BEGIN
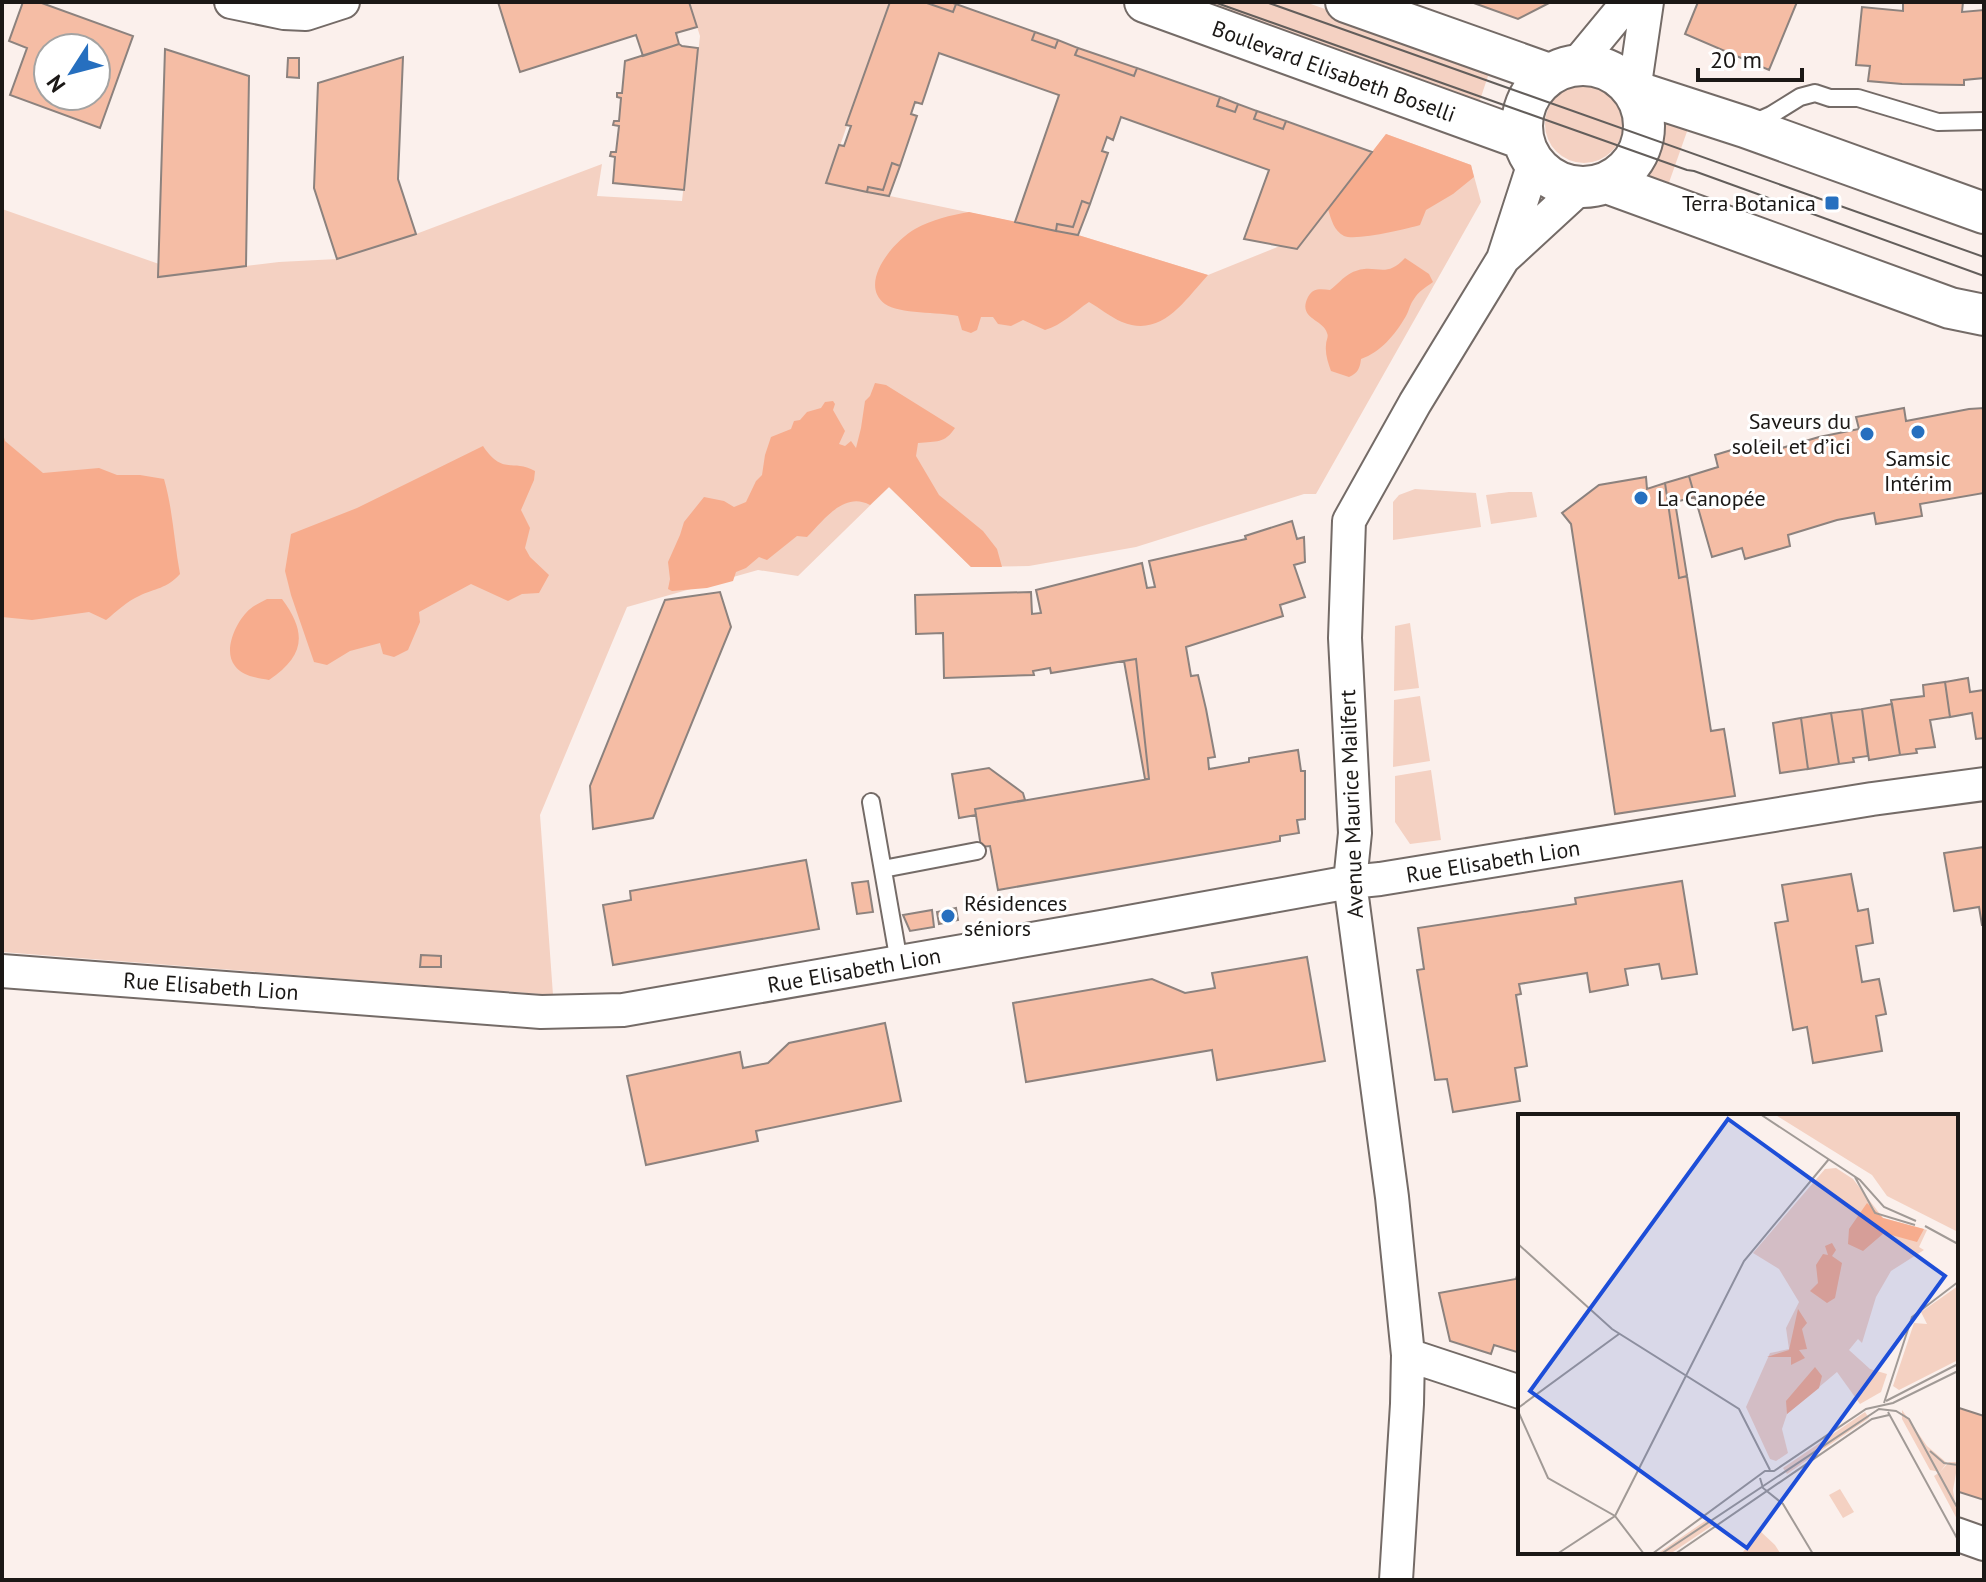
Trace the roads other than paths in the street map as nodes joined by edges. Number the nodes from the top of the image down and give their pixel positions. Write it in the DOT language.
graph roads {
  1 [pos="231,2"];
  2 [pos="343,2"];
  3 [pos="1145,2"];
  4 [pos="1346,2"];
  5 [pos="1628,2"];
  6 [pos="1647,2"];
  7 [pos="1562,69"];
  8 [pos="1634,91"];
  9 [pos="1984,121"];
  10 [pos="1745,127"];
  11 [pos="1528,151"];
  12 [pos="1594,185"];
  13 [pos="1984,213"];
  14 [pos="1503,259"];
  15 [pos="1984,315"];
  16 [pos="1984,784"];
  17 [pos="871,802"];
  18 [pos="977,851"];
  19 [pos="883,869"];
  20 [pos="1350,882"];
  21 [pos="899,962"];
  22 [pos="2,971"];
  23 [pos="1408,1355"];
  24 [pos="1518,1391"];
  25 [pos="1958,1535"];
  26 [pos="1984,1544"];
  27 [pos="1396,1580"];
  1 -- 2 [label="street"];
  3 -- 11 [label="street, Boulevard Elisabeth Boselli"];
  4 -- 7 [label="street"];
  5 -- 7 [label="street"];
  6 -- 8 [label="street"];
  7 -- 8 [label="street"];
  7 -- 11 [label="street"];
  8 -- 10 [label="street"];
  8 -- 12 [label="street"];
  9 -- 10 [label="lane"];
  10 -- 13 [label="street"];
  11 -- 12 [label="street"];
  11 -- 14 [label="street, Avenue Maurice Mailfert"];
  12 -- 14 [label="street, Avenue Maurice Mailfert"];
  12 -- 15 [label="street"];
  14 -- 20 [label="street, Avenue Maurice Mailfert"];
  16 -- 20 [label="street, Rue Elisabeth Lion"];
  17 -- 19 [label="lane"];
  18 -- 19 [label="lane"];
  19 -- 21 [label="lane"];
  20 -- 21 [label="street, Rue Elisabeth Lion"];
  20 -- 23 [label="street, Avenue Maurice Mailfert"];
  21 -- 22 [label="street, Rue Elisabeth Lion"];
  23 -- 24 [label="street"];
  23 -- 27 [label="street, Avenue Maurice Mailfert"];
  25 -- 26 [label="street"];
}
END
THE PROBLEM: The records above should be output exactly, but without any of their pictures.

SOLUTION TO THE PROBLEM:
Trace the roads other than paths in the street map as nodes joined by edges. Number the nodes from the top of the image down and give their pixel positions. Write it in the DOT language.
graph roads {
  1 [pos="231,2"];
  2 [pos="343,2"];
  3 [pos="1145,2"];
  4 [pos="1346,2"];
  5 [pos="1628,2"];
  6 [pos="1647,2"];
  7 [pos="1562,69"];
  8 [pos="1634,91"];
  9 [pos="1984,121"];
  10 [pos="1745,127"];
  11 [pos="1528,151"];
  12 [pos="1594,185"];
  13 [pos="1984,213"];
  14 [pos="1503,259"];
  15 [pos="1984,315"];
  16 [pos="1984,784"];
  17 [pos="871,802"];
  18 [pos="977,851"];
  19 [pos="883,869"];
  20 [pos="1350,882"];
  21 [pos="899,962"];
  22 [pos="2,971"];
  23 [pos="1408,1355"];
  24 [pos="1518,1391"];
  25 [pos="1958,1535"];
  26 [pos="1984,1544"];
  27 [pos="1396,1580"];
  1 -- 2 [label="street"];
  3 -- 11 [label="street, Boulevard Elisabeth Boselli"];
  4 -- 7 [label="street"];
  5 -- 7 [label="street"];
  6 -- 8 [label="street"];
  7 -- 8 [label="street"];
  7 -- 11 [label="street"];
  8 -- 10 [label="street"];
  8 -- 12 [label="street"];
  9 -- 10 [label="lane"];
  10 -- 13 [label="street"];
  11 -- 12 [label="street"];
  11 -- 14 [label="street, Avenue Maurice Mailfert"];
  12 -- 14 [label="street, Avenue Maurice Mailfert"];
  12 -- 15 [label="street"];
  14 -- 20 [label="street, Avenue Maurice Mailfert"];
  16 -- 20 [label="street, Rue Elisabeth Lion"];
  17 -- 19 [label="lane"];
  18 -- 19 [label="lane"];
  19 -- 21 [label="lane"];
  20 -- 21 [label="street, Rue Elisabeth Lion"];
  20 -- 23 [label="street, Avenue Maurice Mailfert"];
  21 -- 22 [label="street, Rue Elisabeth Lion"];
  23 -- 24 [label="street"];
  23 -- 27 [label="street, Avenue Maurice Mailfert"];
  25 -- 26 [label="street"];
}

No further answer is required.